Ingolstadt police spokesman Hans-Peter Kammerer said seven of the 16 persons targeted Tuesday were suspected of acting as self-appointed officials of a fictional "State of Bavaria" based in Pliening, east of Munich.

Charges pending, says police spokesman Kammerer Image: picture-alliance/dpa/L. Barth

The others were suspected sympathizers who had obtained and used fake documents.

The accused had deluged authorities with written objections to fines and confiscation orders "in which they expressed their crude legal views and lodged counterclaims," according to the Ingolstadt police bureau.
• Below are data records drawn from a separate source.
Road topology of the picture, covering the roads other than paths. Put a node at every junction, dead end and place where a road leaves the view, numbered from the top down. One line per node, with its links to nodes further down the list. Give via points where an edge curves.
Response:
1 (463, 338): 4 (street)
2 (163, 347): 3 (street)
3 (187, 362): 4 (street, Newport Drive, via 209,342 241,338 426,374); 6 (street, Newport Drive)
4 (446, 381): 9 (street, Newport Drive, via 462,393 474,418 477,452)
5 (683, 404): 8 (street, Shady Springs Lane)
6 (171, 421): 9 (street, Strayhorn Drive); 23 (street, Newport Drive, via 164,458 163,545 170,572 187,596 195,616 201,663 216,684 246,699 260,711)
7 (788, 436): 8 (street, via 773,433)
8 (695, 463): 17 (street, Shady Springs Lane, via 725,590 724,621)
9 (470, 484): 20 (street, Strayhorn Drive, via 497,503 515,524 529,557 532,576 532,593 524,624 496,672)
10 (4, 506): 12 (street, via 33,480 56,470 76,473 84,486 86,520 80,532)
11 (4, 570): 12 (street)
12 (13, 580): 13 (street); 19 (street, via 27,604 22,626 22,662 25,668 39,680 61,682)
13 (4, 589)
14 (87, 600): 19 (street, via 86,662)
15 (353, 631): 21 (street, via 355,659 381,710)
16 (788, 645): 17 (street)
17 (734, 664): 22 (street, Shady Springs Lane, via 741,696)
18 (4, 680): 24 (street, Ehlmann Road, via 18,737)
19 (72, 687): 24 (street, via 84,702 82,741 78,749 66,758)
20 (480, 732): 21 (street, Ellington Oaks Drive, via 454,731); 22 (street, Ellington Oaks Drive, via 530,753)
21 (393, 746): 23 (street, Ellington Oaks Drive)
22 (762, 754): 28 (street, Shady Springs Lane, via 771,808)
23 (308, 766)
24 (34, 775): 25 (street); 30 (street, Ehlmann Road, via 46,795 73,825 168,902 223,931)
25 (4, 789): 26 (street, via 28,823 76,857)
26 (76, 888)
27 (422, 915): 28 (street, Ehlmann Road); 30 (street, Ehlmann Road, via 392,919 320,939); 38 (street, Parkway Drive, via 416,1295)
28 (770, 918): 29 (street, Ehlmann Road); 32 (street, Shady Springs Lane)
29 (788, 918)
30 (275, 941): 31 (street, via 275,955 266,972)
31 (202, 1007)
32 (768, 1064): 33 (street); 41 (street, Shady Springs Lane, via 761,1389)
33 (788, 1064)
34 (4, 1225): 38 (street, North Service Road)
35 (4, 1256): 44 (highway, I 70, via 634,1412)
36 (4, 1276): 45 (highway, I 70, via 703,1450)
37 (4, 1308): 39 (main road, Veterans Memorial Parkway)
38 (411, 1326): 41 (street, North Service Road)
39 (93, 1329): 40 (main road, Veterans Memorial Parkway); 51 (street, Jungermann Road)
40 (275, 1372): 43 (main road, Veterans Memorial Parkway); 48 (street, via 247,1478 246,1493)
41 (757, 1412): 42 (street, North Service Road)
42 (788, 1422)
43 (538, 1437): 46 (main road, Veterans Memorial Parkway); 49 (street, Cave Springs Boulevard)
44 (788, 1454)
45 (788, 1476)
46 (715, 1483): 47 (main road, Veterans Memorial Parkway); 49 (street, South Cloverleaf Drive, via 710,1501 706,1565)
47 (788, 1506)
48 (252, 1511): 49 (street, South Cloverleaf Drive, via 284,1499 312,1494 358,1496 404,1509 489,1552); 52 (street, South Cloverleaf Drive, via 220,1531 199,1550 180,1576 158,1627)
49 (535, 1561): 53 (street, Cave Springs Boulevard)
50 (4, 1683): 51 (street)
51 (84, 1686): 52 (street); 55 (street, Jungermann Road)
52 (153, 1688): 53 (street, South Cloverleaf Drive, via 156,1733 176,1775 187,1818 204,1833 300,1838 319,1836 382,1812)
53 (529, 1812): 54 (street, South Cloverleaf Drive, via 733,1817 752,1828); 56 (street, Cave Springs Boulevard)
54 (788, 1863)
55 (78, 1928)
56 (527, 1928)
The contents amounted to attempted extortion, attempted coercion and impersonation of officialdom, investigators said, who said the probe had begun last week into the issuing of falsified identity documents and drivers' licenses.

This 'passport' seized last June asserts the existence of the 'German Reich'Image: picture-alliance/dpa/P. Seeger

Grouping numbers 10,000

Last month, the federal head of Germany's VfS domestic intelligence service Hans-Georg Maassen said the "Reichsbürger scene" of activists and sympathizers - mostly middle-age white males - was thought to number about 10,000.

Of these, 500 to 600 were known right-wing extremists, Maassen said, adding that his Cologne-based agency was worried about the movement's "considerable propensity for violence and increased aggressiveness."

Most high-profile incidents have emerged in Germany's formerly communist east and in the southern state of Bavaria.

Denial of modern Germany's existence

'Reichsbürger' refuse to recognize the legitimacy of the post-war Federal Republic of Germany and its constitution, and believe in the continued existence of the pre-war German Reich.

Last October, a suspected far-right member opened fire in northern Bavarian town of Georgensgmünd, near Nuremburg, wounding four policemen, including a 32-year-old special forces officer who later died. The accused faces a murder charge.

Reichsbürger do not recognise the Federal Republic of Germany as a legitimate stateImage: picture-alliance/dpa

After that killing, some German regional police forces checked their own ranks in search of possible 'Reichsbürger" in uniform.

'Mister Germany'

Last August, a one-time "Mister Germany" pageant winner opened fire at his home in the eastern state of Saxony-Anhalt, slightly injuring three police officers.

Two weeks ago, police raided 12 locations nationwide and detained two suspected members of a terror cell. And on Tuesday, federal prosecutors said one of those accusedarrested in Brandenburg, a so-called "Druid," was also facing charges of illegal weapons possession.

"If they have access to weapons, they pose an extreme threat," said Heiko Homburg, an intelligence official of another eastern state, Brandenburg.